Issue In Finland, municipalities are responsible for promoting public health on local level. However, there hasn’t been comparable nationwide information on health promotion processes and resources in different municipalities available. In order to enhance evidence-based management, a nationwide online database and user interface called TEAviisari (http://teaviisari.fi/en/) was released in 2010. Description TEAviisari is based on a generic health promotion capacity-building framework consisting of seven dimensions: commitment, management, monitoring and needs assessment, resources, common practices, participation, and other core functions. Each dimension consists of several indicators. TEAviisari aims to make measures taken by local authorities visible and to provide comparable and objective indicators for the management, planning, and evaluation of health promotion activities in different sectors of administration in all municipalities. Results Most of the data are collected biennially with an electronic form by municipal informants, and complemented with register data. Sectors covered are primary health care; comprehensive, upper secondary and vocational education; sport and physical activity; culture; and municipal management. Exceptionally high coverage (76%-97%) supports the quality of the follow-up data.
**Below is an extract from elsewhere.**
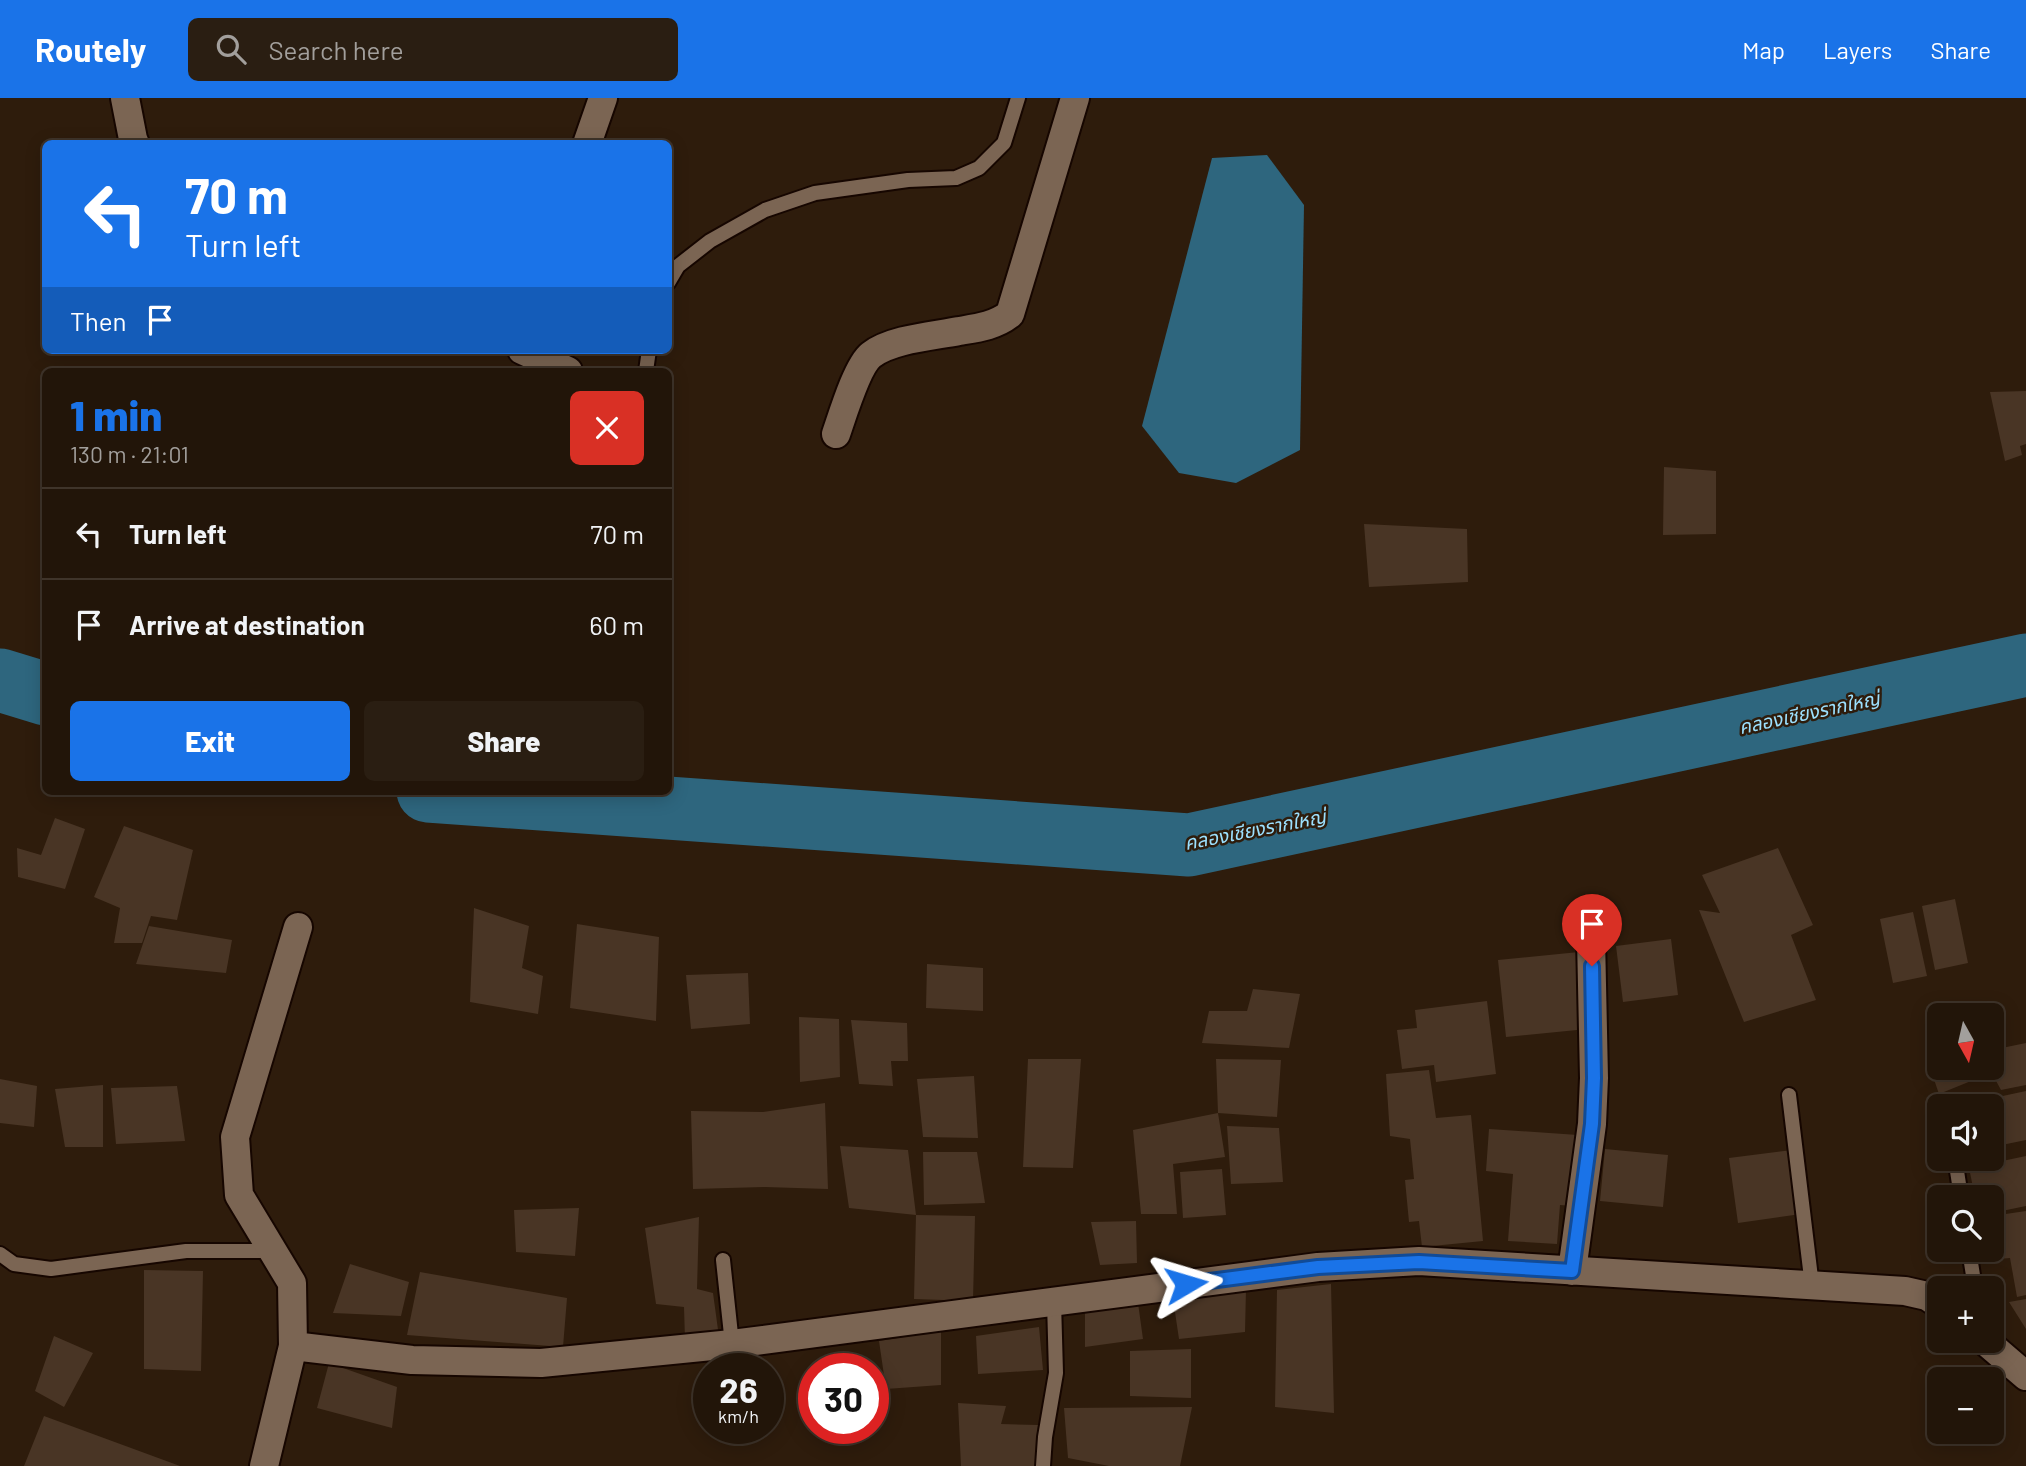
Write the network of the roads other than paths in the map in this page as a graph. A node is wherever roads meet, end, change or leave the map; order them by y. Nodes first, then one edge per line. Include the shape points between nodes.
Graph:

In order to simplify the interpretation, all data are displayed as summary scores ranging from zero to 100, where 100 stands for a desirable quality. It is possible to drill down into more detailed information, all the way down to single indicators. Lessons Our work shows that it is possible to collect comparable data on health promotion practices and resources in municipalities. TEAviisari offers access to relevant, interpreted information for decision-makers on all levels, serving as an assessment and planning tool for the local government, making their actions transparent to the residents, and providing information for national policy-making.